The best presentation software for the iPad Keynote. Apple's presentation app is simply amazing. You can create beautiful presentations with sophisticated transitions and animation effects, as well as draw on capable text and object formatting tools. There's also a presenter notes feature, and you can add graphics from the Photos app, as well as create charts, tables, and shapes. Chances are you won't miss PowerPoint if you're using Keynote. My only frustration with it (besides the lack of Save As across all iWork apps) is that it displays only in landscape orientation -- a real puzzler, given Apple's other iWork and native iPad apps are orientation-adjusting.
Quickoffice. The Quickoffice suite cannot view, edit, or create presentations.
DocsToGo. The DocsToGo suite lets you open PowerPoint presentations and add notes to them, such as to make comments or provide feedback to your spreadsheet jockey.
It also has basic editing capabilities. You can edit the text in your slides, though to do so you must switch to outline mode. Furthermore, you can do no formatting. You can also create blank slides and duplicate or delete existing ones. Note that if you're in outline mode, you have to go back to slide preview mode to insert a new slide. You can't delete or duplicate slides when in outline view.

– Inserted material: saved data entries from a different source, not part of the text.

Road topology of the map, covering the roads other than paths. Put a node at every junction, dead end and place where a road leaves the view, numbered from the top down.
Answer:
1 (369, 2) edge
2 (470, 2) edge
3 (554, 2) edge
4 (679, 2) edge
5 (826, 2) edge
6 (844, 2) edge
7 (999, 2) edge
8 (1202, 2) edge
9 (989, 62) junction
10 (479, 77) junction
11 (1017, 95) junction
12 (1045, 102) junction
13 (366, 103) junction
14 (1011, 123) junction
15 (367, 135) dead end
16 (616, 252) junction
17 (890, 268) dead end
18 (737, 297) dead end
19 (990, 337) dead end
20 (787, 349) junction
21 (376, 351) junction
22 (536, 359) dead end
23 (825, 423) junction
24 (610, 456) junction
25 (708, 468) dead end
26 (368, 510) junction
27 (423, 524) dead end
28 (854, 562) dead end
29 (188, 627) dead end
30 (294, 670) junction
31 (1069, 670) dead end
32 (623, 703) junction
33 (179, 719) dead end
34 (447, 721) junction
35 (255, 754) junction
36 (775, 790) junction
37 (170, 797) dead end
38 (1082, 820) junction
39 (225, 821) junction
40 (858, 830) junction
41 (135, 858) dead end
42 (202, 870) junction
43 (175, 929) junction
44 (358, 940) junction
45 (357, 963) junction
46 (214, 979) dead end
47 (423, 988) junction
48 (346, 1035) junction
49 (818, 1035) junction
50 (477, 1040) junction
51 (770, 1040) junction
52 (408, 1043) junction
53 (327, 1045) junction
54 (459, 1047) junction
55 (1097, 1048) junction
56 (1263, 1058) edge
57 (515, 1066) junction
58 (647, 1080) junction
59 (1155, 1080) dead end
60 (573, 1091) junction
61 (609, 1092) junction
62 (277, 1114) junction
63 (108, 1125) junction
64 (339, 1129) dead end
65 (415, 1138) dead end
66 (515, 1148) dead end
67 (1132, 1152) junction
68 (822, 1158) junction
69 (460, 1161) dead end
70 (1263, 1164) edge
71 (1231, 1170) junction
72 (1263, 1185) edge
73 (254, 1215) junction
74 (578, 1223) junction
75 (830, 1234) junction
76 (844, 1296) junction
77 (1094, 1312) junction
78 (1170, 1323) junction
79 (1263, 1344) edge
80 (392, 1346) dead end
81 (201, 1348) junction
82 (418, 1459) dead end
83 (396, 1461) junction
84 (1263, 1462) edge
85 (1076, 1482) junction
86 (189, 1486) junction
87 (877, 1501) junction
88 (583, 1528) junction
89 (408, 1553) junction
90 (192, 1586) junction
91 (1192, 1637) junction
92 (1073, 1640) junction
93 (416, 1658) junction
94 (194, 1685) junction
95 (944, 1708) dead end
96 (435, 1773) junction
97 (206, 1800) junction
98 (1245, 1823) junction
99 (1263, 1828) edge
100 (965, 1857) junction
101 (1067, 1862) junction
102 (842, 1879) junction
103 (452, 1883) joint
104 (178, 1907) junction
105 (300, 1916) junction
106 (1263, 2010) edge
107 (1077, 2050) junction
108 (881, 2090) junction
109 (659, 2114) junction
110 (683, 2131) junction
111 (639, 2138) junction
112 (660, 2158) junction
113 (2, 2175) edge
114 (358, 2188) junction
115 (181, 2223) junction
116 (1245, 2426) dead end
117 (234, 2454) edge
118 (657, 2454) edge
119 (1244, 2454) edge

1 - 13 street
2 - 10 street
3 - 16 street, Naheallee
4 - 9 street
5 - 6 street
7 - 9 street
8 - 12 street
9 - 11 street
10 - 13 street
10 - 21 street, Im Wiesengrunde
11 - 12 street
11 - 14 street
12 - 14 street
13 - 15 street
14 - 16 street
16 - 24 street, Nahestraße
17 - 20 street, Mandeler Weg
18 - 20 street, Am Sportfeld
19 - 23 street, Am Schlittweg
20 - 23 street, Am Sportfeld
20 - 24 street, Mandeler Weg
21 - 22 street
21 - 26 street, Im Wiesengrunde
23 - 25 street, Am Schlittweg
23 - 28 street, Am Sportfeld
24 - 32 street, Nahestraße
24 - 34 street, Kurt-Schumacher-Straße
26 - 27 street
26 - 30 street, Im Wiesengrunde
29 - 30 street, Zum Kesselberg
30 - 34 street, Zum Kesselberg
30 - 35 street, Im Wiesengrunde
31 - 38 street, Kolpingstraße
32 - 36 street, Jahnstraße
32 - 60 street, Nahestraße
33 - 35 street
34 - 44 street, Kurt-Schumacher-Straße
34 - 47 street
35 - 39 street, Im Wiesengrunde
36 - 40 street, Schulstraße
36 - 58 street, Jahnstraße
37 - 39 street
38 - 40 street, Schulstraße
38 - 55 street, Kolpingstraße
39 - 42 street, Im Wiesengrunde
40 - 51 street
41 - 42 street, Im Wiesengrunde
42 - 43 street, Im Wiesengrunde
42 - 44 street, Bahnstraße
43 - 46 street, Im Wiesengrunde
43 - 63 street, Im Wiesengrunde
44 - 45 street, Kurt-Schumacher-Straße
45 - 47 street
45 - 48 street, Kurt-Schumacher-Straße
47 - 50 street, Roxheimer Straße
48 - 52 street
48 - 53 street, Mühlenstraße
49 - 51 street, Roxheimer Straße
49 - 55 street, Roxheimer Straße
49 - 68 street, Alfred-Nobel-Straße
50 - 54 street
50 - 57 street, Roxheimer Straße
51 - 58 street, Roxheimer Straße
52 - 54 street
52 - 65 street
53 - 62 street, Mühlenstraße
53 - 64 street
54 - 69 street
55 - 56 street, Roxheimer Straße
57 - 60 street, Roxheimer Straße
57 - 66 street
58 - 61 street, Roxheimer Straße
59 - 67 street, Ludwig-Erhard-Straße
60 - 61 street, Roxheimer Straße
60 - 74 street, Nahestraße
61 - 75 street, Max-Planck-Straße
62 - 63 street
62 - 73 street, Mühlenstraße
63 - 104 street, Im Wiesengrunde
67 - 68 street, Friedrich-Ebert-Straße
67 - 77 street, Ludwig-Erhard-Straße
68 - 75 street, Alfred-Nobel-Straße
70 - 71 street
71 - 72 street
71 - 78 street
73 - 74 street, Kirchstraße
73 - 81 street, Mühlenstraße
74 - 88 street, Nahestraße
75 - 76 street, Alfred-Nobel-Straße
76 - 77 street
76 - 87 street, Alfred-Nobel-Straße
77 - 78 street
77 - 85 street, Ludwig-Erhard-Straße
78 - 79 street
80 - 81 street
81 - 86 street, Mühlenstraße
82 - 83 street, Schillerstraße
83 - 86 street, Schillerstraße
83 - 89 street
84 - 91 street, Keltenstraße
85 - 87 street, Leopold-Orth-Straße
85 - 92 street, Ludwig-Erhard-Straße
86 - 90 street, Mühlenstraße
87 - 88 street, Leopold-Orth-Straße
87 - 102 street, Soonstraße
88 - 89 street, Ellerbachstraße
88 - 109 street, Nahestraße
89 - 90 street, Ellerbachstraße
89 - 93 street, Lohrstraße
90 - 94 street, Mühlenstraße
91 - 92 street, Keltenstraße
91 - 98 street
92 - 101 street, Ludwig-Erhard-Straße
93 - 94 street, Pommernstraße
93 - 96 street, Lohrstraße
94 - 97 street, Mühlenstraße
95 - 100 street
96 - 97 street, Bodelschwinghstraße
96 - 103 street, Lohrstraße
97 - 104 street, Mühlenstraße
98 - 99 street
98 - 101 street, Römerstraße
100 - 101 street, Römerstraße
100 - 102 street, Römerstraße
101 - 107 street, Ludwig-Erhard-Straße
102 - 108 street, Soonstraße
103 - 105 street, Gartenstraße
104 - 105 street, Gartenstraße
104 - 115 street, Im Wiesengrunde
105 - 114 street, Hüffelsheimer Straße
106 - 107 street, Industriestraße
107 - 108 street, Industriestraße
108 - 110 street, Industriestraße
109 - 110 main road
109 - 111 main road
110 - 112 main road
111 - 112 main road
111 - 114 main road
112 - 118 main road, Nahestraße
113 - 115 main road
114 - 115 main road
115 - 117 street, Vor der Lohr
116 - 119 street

The result is that DocsToGo is fine for touchup work on existing presentations or to create a basic text-only presentation that you might use as the starting point for a slideshow you add images and formatting to on the desktop -- but that's all.
The verdict: The only real choice is Keynote. It's easily the strongest of the three iWork apps, able to replace PowerPoint completely for many users.
The best PDF markup program for the iPad There are dozens of apps to open PDF documents on the iPad, but the built-in Preview app does that for mail attachments, and most Wi-Fi file-sharing apps preview PDF documents. What you really want is a program that can mark up PDF files, adding sticky notes and the like.
That app is GoodReader ($2). You can do most of the markup you would in Adobe Reader, such as notes, highlights, and even free-form shapes (for example, to circle an item). Once you get the hang of using your finger like a mouse for such actions, it's an easy-to-handle app.
GoodReader is not just a PDF markup app. It can also view Office files, text files, and pictures, as well as play audio files. In addition, it comes with a Wi-Fi file-sharing capability to transfer documents to your computer.